▶ REQUIRED WORK
Copy nothing from the entries below except the lines from the one containing "ring mcp: (459, 183)" through the one containing "pinky tip: (225, 259)", and copy those exactly.

Skeletal landmark data:
━━━
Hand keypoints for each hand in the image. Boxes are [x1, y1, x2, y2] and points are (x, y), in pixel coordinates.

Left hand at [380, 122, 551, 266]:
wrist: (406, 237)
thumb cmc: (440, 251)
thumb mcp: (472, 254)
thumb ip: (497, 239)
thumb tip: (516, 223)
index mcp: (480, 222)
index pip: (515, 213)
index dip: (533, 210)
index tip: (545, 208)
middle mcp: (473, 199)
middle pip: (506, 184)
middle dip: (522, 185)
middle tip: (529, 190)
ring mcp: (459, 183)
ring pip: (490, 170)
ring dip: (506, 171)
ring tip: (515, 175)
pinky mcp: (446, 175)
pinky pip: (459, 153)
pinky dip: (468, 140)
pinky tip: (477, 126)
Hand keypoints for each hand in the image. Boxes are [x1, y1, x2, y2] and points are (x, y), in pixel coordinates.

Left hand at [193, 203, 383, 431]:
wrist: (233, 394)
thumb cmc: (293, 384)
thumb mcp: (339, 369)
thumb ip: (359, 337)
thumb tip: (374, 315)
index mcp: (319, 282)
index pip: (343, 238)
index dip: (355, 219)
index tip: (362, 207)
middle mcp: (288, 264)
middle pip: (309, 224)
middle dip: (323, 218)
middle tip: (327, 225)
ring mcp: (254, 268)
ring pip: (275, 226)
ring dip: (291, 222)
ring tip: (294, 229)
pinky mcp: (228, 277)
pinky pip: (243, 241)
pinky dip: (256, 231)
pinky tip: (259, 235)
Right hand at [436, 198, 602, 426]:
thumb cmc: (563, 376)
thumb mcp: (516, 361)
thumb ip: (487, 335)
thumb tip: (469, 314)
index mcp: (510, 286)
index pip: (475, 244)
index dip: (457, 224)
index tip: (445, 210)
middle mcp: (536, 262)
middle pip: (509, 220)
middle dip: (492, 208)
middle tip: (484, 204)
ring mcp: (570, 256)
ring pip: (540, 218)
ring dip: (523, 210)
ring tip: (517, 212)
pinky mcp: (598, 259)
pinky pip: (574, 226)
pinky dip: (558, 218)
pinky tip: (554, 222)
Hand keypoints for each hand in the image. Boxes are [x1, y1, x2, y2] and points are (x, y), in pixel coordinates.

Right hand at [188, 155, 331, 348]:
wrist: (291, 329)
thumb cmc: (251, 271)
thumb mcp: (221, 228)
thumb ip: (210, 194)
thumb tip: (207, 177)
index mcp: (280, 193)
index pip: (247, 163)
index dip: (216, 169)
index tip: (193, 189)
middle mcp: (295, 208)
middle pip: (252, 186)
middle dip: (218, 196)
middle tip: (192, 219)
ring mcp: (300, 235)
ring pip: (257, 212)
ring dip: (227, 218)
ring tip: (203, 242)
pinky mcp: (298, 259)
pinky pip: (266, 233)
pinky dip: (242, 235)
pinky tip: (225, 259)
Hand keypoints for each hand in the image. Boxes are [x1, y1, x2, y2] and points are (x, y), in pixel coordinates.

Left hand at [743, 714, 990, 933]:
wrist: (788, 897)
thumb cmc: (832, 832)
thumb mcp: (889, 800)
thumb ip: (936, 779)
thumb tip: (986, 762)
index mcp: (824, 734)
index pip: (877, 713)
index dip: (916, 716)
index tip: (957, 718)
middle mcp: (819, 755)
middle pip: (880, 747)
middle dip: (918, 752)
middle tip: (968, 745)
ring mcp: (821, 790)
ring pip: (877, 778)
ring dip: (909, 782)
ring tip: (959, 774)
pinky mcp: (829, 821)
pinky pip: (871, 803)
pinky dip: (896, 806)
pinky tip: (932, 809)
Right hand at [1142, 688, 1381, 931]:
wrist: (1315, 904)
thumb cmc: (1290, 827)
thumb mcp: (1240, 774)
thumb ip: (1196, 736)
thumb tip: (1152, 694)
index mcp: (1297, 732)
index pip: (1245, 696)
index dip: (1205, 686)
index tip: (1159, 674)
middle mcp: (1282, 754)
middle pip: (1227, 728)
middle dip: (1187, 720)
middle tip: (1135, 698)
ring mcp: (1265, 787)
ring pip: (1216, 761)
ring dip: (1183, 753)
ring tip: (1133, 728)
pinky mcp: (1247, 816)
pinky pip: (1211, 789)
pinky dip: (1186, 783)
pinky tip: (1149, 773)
━━━
▶ PROBLEM SOLUTION
ring mcp: (459, 183)
ring pip: (490, 170)
ring dip: (506, 171)
ring tip: (515, 175)
pinky mcp: (446, 175)
pinky pip: (459, 153)
pinky dip: (468, 140)
pinky tip: (477, 126)
Hand keypoints for each hand in the image. Boxes are [x1, y1, x2, y2] and points are (x, y), in pixel coordinates.

Left hand at [193, 203, 383, 431]:
wrist: (233, 394)
thumb cmc: (293, 384)
thumb mcp: (339, 369)
thumb ip: (359, 337)
thumb tip: (374, 315)
index mcp: (319, 282)
index pip: (343, 238)
index dip: (355, 219)
index tip: (362, 207)
middle mcp: (288, 264)
middle pip: (309, 224)
middle dip: (323, 218)
middle tip: (327, 225)
ring mcp: (254, 268)
ring pip: (275, 226)
ring dip: (291, 222)
ring tip: (294, 229)
pinky mcp: (228, 277)
pinky pip: (243, 241)
pinky dip: (256, 231)
pinky tip: (259, 235)
Right hand at [436, 198, 602, 426]:
thumb cmc: (563, 376)
thumb mcp: (516, 361)
thumb ip: (487, 335)
thumb tip: (469, 314)
index mcp: (510, 286)
index pip: (475, 244)
index dip: (457, 224)
index tip: (445, 210)
middle mcp: (536, 262)
middle pip: (509, 220)
middle dip: (492, 208)
middle tip: (484, 204)
ring mcp: (570, 256)
ring pip: (540, 218)
ring dip: (523, 210)
ring tip: (517, 212)
pinky mcp: (598, 259)
pinky pip: (574, 226)
pinky dip: (558, 218)
pinky tip: (554, 222)
Hand keypoints for each hand in the image. Boxes are [x1, y1, x2, y2] and points are (x, y), in pixel coordinates.

Right hand at [188, 155, 331, 348]:
wrist: (291, 329)
thumb cmc: (251, 271)
thumb mcp: (221, 228)
thumb ip: (210, 194)
thumb tip: (207, 177)
index mcp: (280, 193)
index pip: (247, 163)
index dip: (216, 169)
index tip: (193, 189)
middle mcp: (295, 208)
middle pip: (252, 186)
middle dip: (218, 196)
middle tip: (192, 219)
ring mcp: (300, 235)
ring pip: (257, 212)
ring dip: (227, 218)
ring tip: (203, 242)
pinky mcp: (298, 259)
pinky pip: (266, 233)
pinky dip: (242, 235)
pinky tip: (225, 259)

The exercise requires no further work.